§ **ACTIVITY**
Whenever the word "Kret" appears in a line of the data below, copy that line.

**** INPUT MATERIAL

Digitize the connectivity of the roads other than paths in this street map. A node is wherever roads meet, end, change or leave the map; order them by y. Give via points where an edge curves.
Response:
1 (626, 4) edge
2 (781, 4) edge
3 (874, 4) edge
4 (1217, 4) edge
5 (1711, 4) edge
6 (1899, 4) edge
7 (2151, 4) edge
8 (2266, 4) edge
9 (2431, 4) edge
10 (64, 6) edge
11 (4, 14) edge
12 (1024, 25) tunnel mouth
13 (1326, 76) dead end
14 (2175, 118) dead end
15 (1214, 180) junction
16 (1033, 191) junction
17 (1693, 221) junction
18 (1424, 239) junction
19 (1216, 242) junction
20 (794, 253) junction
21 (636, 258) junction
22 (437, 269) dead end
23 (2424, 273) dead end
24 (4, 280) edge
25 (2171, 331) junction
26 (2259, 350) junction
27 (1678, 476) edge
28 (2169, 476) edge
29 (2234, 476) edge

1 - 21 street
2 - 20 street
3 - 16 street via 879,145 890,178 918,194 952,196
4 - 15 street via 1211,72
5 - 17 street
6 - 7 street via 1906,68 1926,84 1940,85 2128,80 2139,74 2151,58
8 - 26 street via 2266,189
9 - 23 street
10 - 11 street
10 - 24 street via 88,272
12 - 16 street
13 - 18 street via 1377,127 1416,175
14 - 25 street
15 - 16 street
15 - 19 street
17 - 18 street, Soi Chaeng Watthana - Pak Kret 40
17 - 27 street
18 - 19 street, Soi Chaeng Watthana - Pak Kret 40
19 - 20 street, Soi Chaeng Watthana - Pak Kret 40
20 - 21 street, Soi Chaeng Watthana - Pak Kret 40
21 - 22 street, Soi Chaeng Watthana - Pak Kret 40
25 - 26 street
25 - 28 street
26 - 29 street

********

§ **RESPONSE TO THIS EXERCISE**
17 - 18 street, Soi Chaeng Watthana - Pak Kret 40
18 - 19 street, Soi Chaeng Watthana - Pak Kret 40
19 - 20 street, Soi Chaeng Watthana - Pak Kret 40
20 - 21 street, Soi Chaeng Watthana - Pak Kret 40
21 - 22 street, Soi Chaeng Watthana - Pak Kret 40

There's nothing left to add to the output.